Agli inglesi una tennista nell’élite del ranking mancava dal 1984, dai tempi di Jo Durie capace di salire fino al numero 5 del mondo; Durie era l’ultima rappresentante di un movimento femminile che negli anni settanta aveva avuto almeno altre due forti giocatrici: Sue Barker e soprattutto Virginia Wade, una delle figure più rappresentative del periodo di passaggio dal dilettantismo al professionismo: vincitrice in singolare di tre Slam, ultimo dei quali l’edizione del centenario di Wimbledon (1977).

Negli anni ottanta inizia il declino del tennis femminile inglese, che non riesce più ad esprimere figure all’altezza del suo glorioso passato. Eppure la federazione tennis britannica (che si chiama LTA, Lawn Tennis Association), dispone di un bilancio molto ricco, grazie agli utili che genera annualmente il torneo di Wimbledon, uno degli eventi più redditizi dello sport mondiale.

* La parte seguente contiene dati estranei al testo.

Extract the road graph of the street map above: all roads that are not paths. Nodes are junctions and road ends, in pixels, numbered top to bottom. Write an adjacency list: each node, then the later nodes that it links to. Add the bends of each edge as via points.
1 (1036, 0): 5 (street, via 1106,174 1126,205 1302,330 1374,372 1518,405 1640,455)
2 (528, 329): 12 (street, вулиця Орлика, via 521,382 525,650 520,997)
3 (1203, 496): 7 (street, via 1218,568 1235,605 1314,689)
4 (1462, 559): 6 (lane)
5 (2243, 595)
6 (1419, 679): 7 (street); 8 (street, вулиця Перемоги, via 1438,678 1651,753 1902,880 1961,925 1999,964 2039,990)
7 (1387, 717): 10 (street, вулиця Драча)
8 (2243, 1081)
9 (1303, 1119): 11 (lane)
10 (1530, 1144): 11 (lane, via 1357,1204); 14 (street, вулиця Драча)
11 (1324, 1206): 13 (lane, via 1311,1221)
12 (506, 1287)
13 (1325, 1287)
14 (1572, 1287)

Negli anni duemila il team di Fed Cup langue nel girone più basso tra quelli previsti dalla manifestazione, e forse anche per questo si prova ad allargare il reclutamento facendo ricorso a giocatrici non del tutto inglesi. E così la federazione si muove per fare diventare britanniche due promesse di nascita australiana come Laura Robson (nata a Melbourne) e Johanna Konta.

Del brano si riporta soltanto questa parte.